The 52-foot tower is set to be built on Calvary Church property. The church could use the money; it had to demolish its sanctuary in 2013 because of shifting soil issues. Verizon will pay the church $2,000 a month to build the tower on its property.

Stacy Warden said she understands the church’s position. She added that her 7-year-old son Noah’s “miracle” life speaks to her deep spiritual beliefs.

“We expected Noah to pass away in our arms, and he didn’t, and we brought him home two days later,” she said.

It makes her battle against the cell tower all the more difficult.

“You know, God is very much apart of our lives and we give thanks to him every day for the blessing of Noah’s life, so to feel like I’m challenging the church or up against a church doesn’t feel good,” Warden said.

Since the church had to be demolished, it has been holding services in the gym. Last year, Verizon appeared, seeking to build a cellphone tower on the property.

The church, still paying for the building that no longer exists, could use the extra cash. And Verizon said the community needs increased cell capacity.

But Warden is concerned the tower, just 500 feet from her home, could interfere with Noah’s life-saving medical equipment.

“We did have a neighbor at our old house that installed an antenna on his roof and we found that it was running interference, causing a static of sorts and that we didn’t have a clear screen or reading of Noah’s devices,” she said.

Noah was diagnosed with spastic quadriplegia cerebral palsy athetoid movements.

“He has a severe sensory processing disorder which causes him to gag until he vomits,” Warden said. “If we’re lucky enough and Noah can’t detect the tower while he is indoors, he most certainly will be able to notice it outdoors. It will influence the patterns of activities that we’re used to doing in our community.”

Verizon said the tower will not have a generator and no noise is expected to come from it. But Warden worries the frequencies will cause Noah distress, citing notes from his doctors.

“People can kind of relate to an electric fence, where sometimes you know it’s electrically charged because you have that pulse,” Warden said.

She brought these concerns to the city zoning and planning commission, which voted against the tower proposal. But the City Council voted to approve it, 5-4, on Dec. 15.

Some upset neighbors said that vote took place after a snowstorm, when many couldn’t attend.

About a dozen people showed up to Tuesday’s meeting in hopes the council would reconsider. Only one of the five members who voted to approve the tower could request a revote. None did.

Council members cited federal law that prohibits local governments from considering environmental and health impacts when approving cell tower locations.
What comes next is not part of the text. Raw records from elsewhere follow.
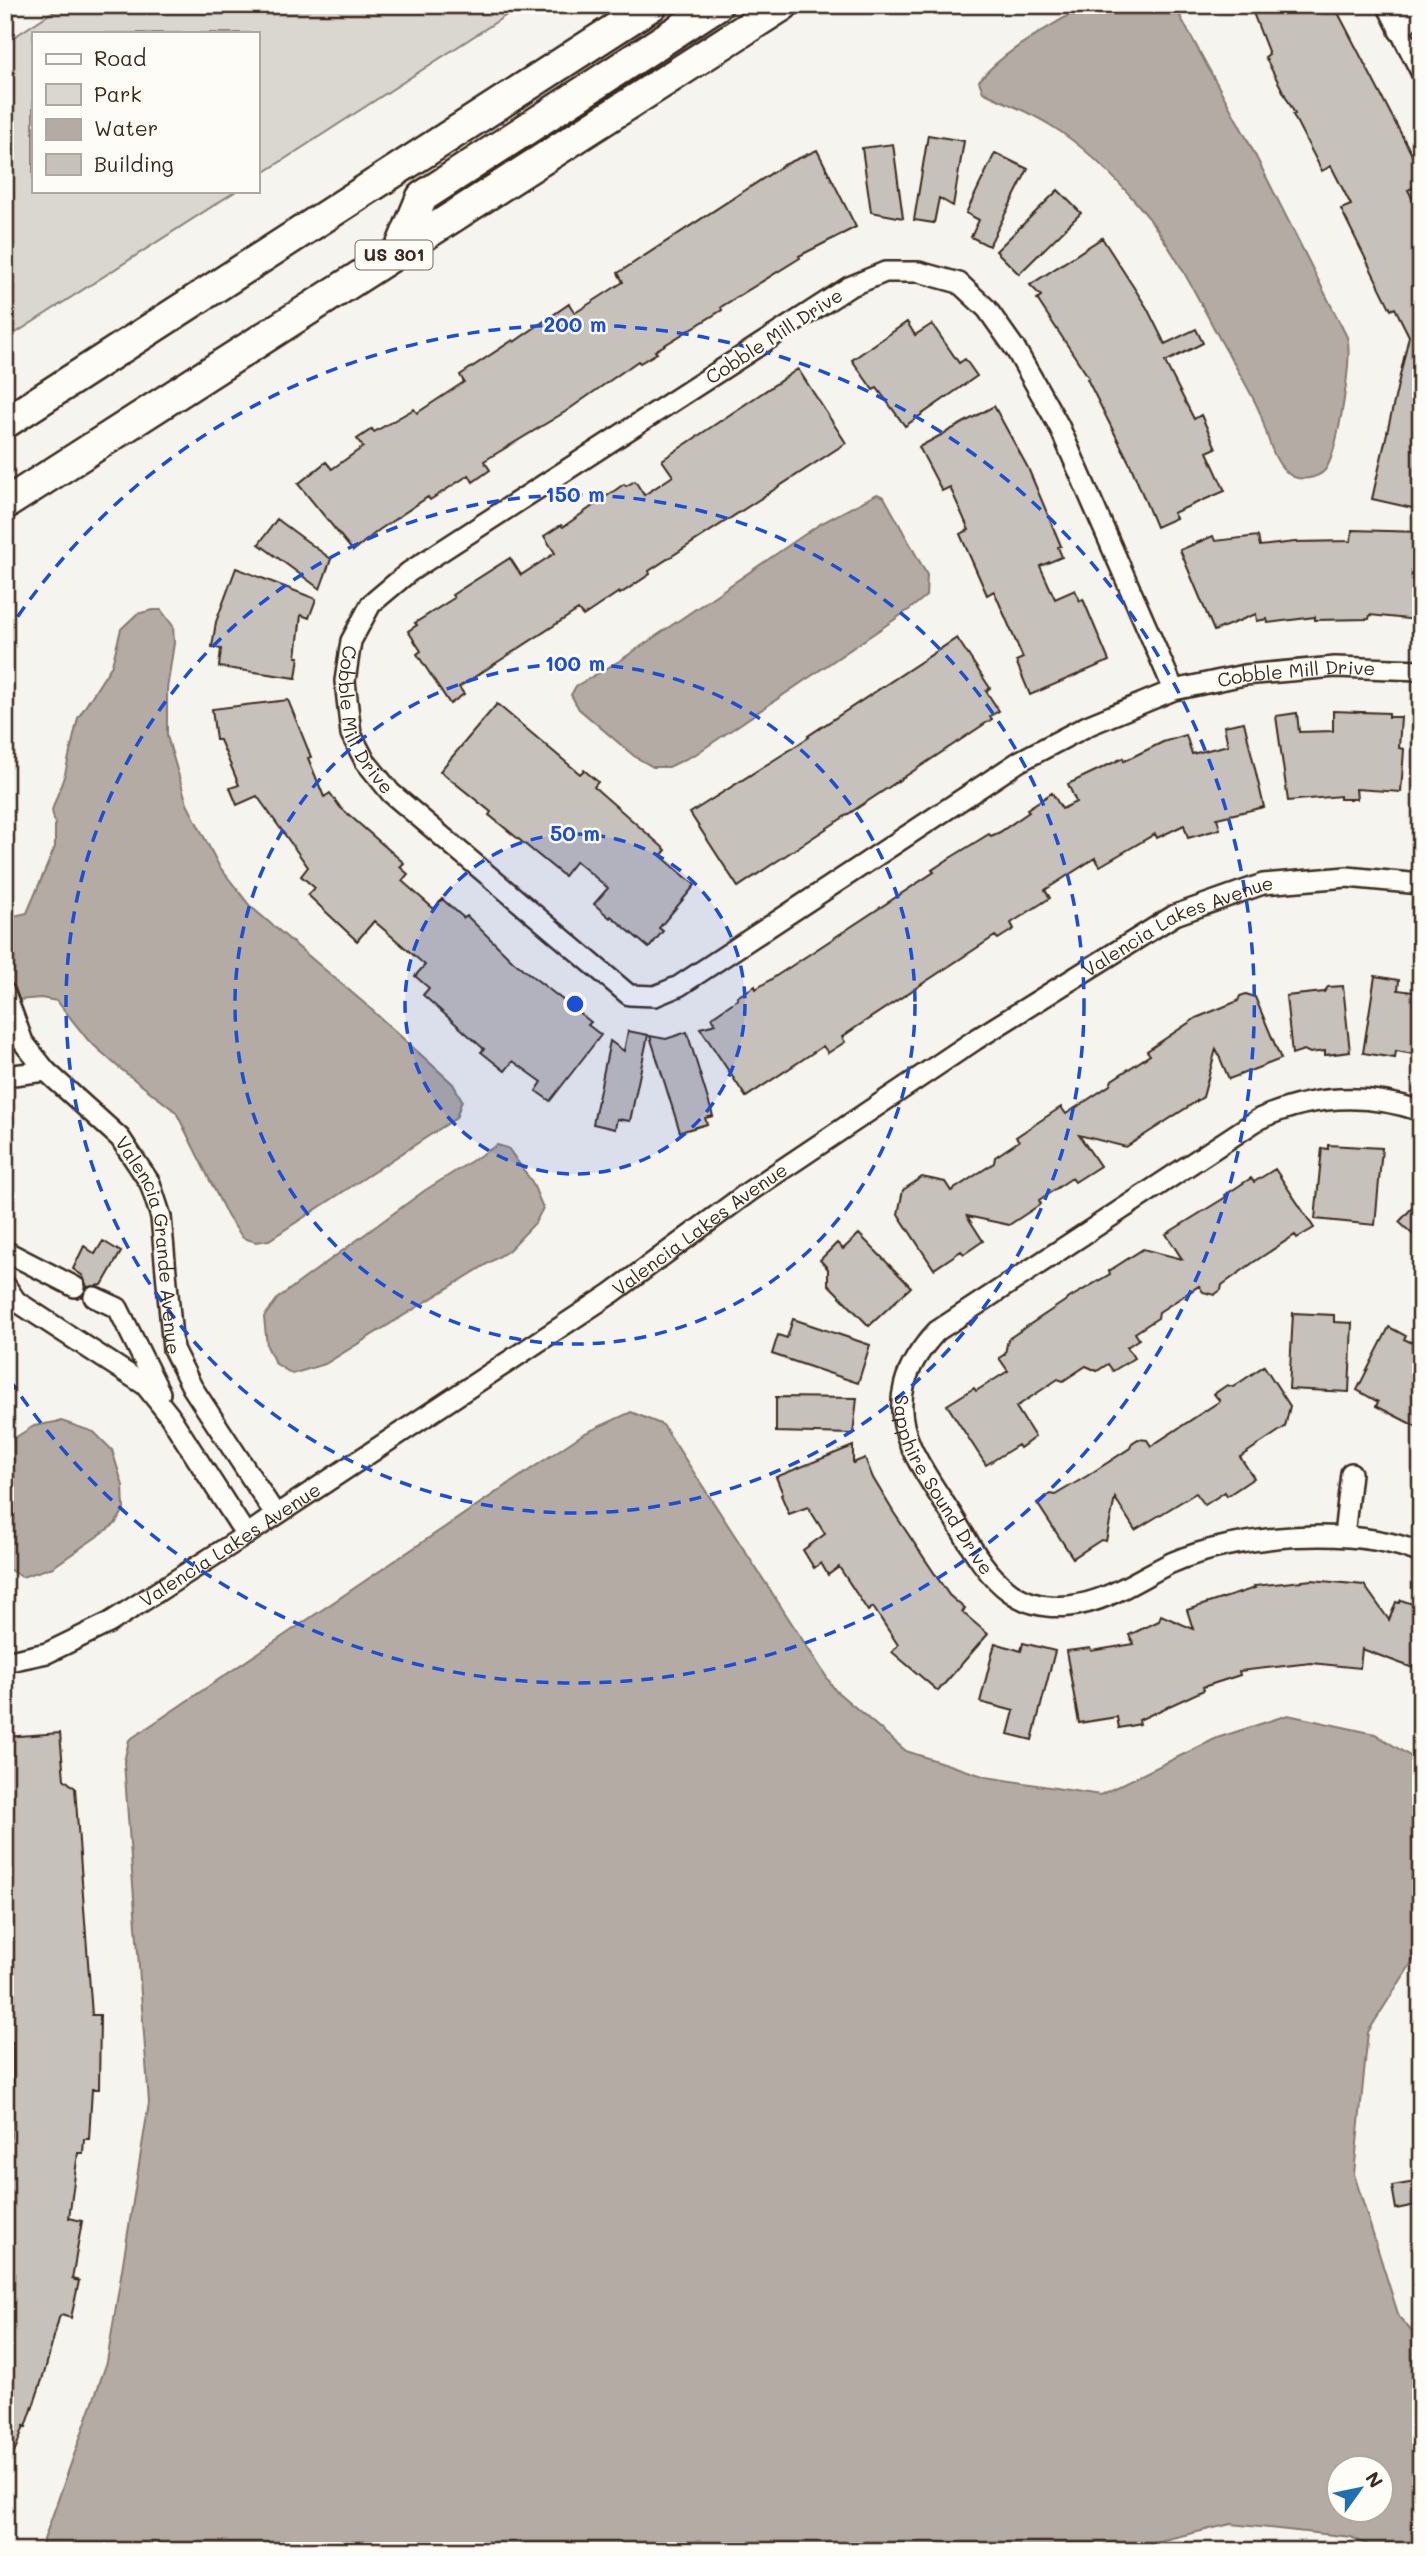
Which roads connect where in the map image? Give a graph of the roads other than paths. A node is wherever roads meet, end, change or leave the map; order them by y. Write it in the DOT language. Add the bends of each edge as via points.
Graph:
graph roads {
  1 [pos="652,5"];
  2 [pos="718,5"];
  3 [pos="783,5"];
  4 [pos="1387,5"];
  5 [pos="1421,7"];
  6 [pos="1399,30"];
  7 [pos="1421,72"];
  8 [pos="398,252"];
  9 [pos="5,423"];
  10 [pos="5,504"];
  11 [pos="1421,670"];
  12 [pos="1174,690"];
  13 [pos="1421,884"];
  14 [pos="7,1001"];
  15 [pos="46,1071"];
  16 [pos="5,1076"];
  17 [pos="1421,1111"];
  18 [pos="5,1251"];
  19 [pos="5,1286"];
  20 [pos="75,1287"];
  21 [pos="94,1297"];
  22 [pos="178,1429"];
  23 [pos="1351,1473"];
  24 [pos="275,1514"];
  25 [pos="246,1535"];
  26 [pos="1345,1536"];
  27 [pos="1421,1553"];
  28 [pos="5,1662"];
  1 -- 9 [label="main road"];
  2 -- 8 [label="main road" via="422,197"];
  3 -- 8 [label="main road, US 301"];
  4 -- 6 [label="street"];
  5 -- 6 [label="street"];
  6 -- 7 [label="street"];
  8 -- 10 [label="main road, US 301"];
  11 -- 12 [label="street, Cobble Mill Drive" via="1335,667 1244,676"];
  12 -- 12 [label="street, Cobble Mill Drive" via="1059,426 1016,350 986,309 959,283 919,272 885,272 849,287 409,572 371,604 351,641 345,681 351,734 365,761 391,793 629,995 655,996 679,986 1020,761 1089,725"];
  13 -- 24 [label="street, Valencia Lakes Avenue" via="1348,877 1263,884 1175,915 941,1063 750,1191 612,1293"];
  14 -- 15 [label="street, Valencia Grande Avenue" via="23,1042"];
  15 -- 16 [label="street"];
  15 -- 24 [label="street, Valencia Grande Avenue" via="120,1138 150,1183 161,1217 173,1349 192,1387"];
  17 -- 26 [label="street, Sapphire Sound Drive" via="1395,1102 1336,1097 1308,1101 1259,1119 937,1331 909,1367 903,1388 905,1433 918,1461 997,1581 1030,1603 1069,1606 1112,1595 1171,1564 1234,1545"];
  18 -- 20 [label="street"];
  19 -- 22 [label="street" via="16,1301 145,1385"];
  21 -- 22 [label="street" via="117,1308"];
  22 -- 25 [label="street"];
  23 -- 26 [label="street"];
  24 -- 25 [label="street, Valencia Lakes Avenue"];
  25 -- 28 [label="street, Valencia Lakes Avenue" via="109,1623 47,1653"];
  26 -- 27 [label="street, Sapphire Sound Drive"];
}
The Verizon tower meets Federal Communications Commission requirements.

The council unanimously voted Tuesday to hold a future study session to look into Warden’s concerns, and the other environmental and health concerns raised by those at the meeting.

But Verizon can still legally proceed with building the tower, because it was already approved.

Warden said she’s going to keep fighting.

“We can find a better way to help this church,” she said.